## Directions for this task
Which lines of the listing hold the string "small"? Copy those lines.

## Records for this exercise
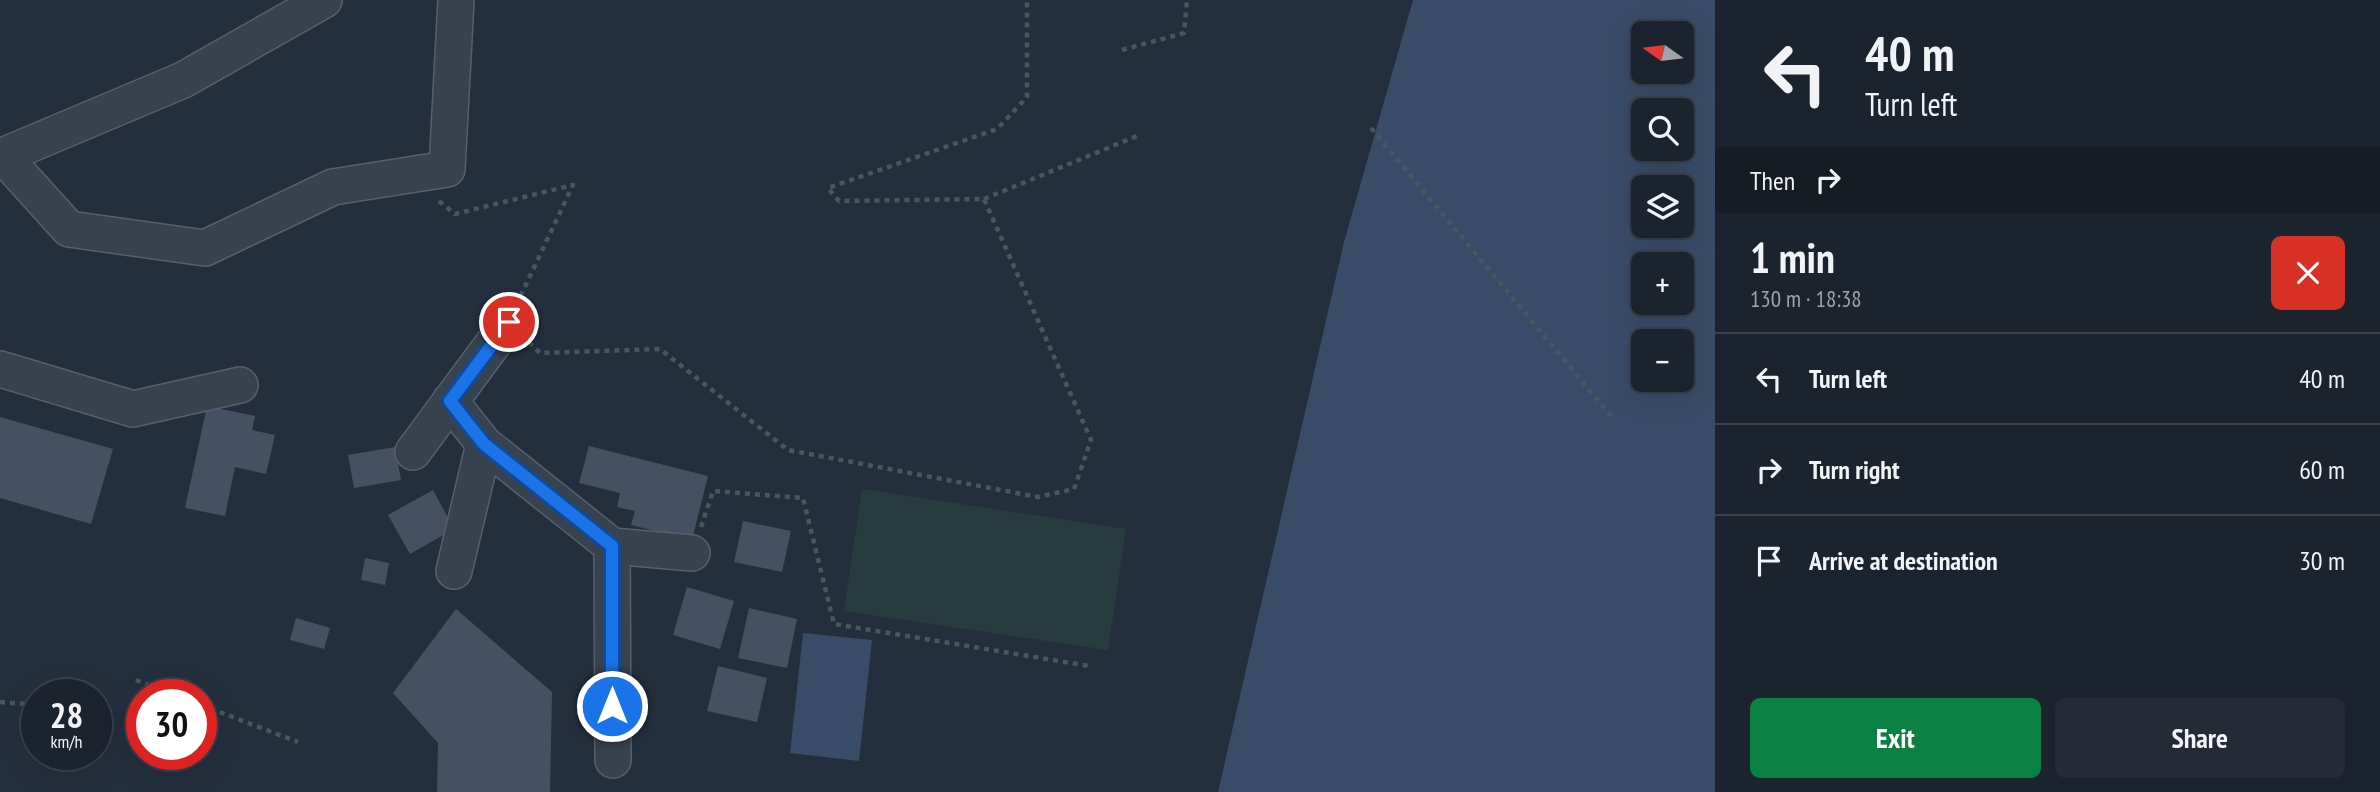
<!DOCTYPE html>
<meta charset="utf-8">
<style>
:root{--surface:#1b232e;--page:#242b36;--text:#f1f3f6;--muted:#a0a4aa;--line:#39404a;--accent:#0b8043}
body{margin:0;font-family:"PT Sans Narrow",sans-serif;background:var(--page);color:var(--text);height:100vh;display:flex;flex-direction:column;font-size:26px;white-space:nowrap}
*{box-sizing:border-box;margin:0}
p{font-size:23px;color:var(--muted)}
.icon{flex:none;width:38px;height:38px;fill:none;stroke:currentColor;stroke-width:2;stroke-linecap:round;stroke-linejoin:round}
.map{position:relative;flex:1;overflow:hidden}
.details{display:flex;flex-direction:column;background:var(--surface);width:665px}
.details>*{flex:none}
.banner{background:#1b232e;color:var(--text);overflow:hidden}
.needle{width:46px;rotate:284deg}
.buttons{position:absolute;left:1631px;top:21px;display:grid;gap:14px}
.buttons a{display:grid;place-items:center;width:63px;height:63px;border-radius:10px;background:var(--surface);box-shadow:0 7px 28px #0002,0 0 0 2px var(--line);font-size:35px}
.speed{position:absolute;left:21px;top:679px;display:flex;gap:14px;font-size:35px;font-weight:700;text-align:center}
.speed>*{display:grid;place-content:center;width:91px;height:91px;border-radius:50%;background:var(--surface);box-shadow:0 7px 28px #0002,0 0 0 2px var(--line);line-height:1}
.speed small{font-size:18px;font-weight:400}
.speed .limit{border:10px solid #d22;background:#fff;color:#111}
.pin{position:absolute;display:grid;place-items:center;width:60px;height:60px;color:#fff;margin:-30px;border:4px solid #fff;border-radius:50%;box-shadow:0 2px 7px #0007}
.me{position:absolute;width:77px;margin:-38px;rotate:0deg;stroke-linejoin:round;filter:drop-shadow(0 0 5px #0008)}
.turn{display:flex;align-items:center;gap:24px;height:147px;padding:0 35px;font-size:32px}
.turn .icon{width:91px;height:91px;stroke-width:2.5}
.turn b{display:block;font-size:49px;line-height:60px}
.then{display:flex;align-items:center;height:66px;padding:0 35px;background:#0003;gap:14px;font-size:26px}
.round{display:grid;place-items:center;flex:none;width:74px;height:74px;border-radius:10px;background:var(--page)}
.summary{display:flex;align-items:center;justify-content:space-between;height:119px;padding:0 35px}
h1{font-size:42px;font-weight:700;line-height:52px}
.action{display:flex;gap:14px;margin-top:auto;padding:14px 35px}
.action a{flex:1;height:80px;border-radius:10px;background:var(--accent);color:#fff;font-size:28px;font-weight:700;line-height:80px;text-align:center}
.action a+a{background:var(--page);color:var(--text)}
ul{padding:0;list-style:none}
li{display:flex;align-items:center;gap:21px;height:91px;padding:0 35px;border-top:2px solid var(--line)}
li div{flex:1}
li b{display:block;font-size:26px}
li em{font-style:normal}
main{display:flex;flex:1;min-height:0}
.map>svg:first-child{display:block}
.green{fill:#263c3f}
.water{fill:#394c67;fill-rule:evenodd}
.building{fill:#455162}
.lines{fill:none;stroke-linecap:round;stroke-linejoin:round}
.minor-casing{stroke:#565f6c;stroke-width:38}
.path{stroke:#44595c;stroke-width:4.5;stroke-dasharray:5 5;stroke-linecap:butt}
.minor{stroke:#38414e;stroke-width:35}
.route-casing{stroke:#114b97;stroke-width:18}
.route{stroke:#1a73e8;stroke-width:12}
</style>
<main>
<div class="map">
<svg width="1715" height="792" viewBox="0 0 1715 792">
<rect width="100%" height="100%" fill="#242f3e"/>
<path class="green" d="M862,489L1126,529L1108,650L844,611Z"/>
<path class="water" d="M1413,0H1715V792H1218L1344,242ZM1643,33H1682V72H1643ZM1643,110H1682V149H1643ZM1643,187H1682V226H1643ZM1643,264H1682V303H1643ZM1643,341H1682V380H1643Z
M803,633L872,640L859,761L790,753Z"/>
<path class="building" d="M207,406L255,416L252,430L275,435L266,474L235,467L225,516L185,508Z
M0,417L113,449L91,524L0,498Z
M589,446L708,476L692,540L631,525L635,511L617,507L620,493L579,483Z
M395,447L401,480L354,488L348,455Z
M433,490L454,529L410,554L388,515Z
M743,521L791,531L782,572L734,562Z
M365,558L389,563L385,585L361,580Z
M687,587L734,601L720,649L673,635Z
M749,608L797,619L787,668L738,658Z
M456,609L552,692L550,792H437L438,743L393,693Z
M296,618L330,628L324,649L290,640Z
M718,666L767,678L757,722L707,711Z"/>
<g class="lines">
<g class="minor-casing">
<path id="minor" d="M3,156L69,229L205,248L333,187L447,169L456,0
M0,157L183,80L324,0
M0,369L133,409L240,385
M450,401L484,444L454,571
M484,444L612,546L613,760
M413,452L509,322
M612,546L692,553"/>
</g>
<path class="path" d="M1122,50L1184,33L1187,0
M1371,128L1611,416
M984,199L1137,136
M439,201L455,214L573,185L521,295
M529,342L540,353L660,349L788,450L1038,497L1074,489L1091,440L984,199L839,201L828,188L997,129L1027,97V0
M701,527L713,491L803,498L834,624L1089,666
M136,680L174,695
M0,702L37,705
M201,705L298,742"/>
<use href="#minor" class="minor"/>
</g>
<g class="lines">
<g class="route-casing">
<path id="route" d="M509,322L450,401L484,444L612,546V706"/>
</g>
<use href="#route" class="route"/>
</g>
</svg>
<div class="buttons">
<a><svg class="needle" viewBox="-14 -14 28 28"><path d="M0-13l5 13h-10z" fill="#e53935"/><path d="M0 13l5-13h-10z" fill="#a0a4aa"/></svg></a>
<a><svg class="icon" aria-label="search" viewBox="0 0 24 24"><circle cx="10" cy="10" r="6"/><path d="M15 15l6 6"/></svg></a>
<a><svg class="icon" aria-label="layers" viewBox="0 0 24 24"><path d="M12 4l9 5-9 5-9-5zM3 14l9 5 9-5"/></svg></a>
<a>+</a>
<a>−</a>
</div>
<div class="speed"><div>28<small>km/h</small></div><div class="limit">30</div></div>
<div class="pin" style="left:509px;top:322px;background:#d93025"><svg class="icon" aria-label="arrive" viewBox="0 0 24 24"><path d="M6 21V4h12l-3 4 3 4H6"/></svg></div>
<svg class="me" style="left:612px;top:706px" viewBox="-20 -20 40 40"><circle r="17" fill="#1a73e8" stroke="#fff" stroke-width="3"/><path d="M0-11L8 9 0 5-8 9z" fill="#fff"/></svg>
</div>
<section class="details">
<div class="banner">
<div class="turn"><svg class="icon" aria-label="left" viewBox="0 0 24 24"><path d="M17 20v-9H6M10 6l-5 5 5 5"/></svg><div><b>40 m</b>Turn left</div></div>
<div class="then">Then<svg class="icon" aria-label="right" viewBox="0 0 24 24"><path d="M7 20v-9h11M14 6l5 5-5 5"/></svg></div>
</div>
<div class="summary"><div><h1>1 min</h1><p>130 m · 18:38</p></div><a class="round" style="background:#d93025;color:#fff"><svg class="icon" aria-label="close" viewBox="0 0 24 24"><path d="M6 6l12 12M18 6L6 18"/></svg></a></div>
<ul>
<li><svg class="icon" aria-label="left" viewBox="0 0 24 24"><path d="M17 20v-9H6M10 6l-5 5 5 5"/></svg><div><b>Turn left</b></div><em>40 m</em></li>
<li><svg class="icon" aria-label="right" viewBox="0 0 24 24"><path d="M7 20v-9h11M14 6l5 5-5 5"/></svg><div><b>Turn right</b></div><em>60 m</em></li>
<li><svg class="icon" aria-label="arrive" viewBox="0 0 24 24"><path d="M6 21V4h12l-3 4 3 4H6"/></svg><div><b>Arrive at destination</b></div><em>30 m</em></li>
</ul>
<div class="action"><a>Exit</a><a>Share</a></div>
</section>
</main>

## Result of the task
.speed small{font-size:18px;font-weight:400}
<div class="speed"><div>28<small>km/h</small></div><div class="limit">30</div></div>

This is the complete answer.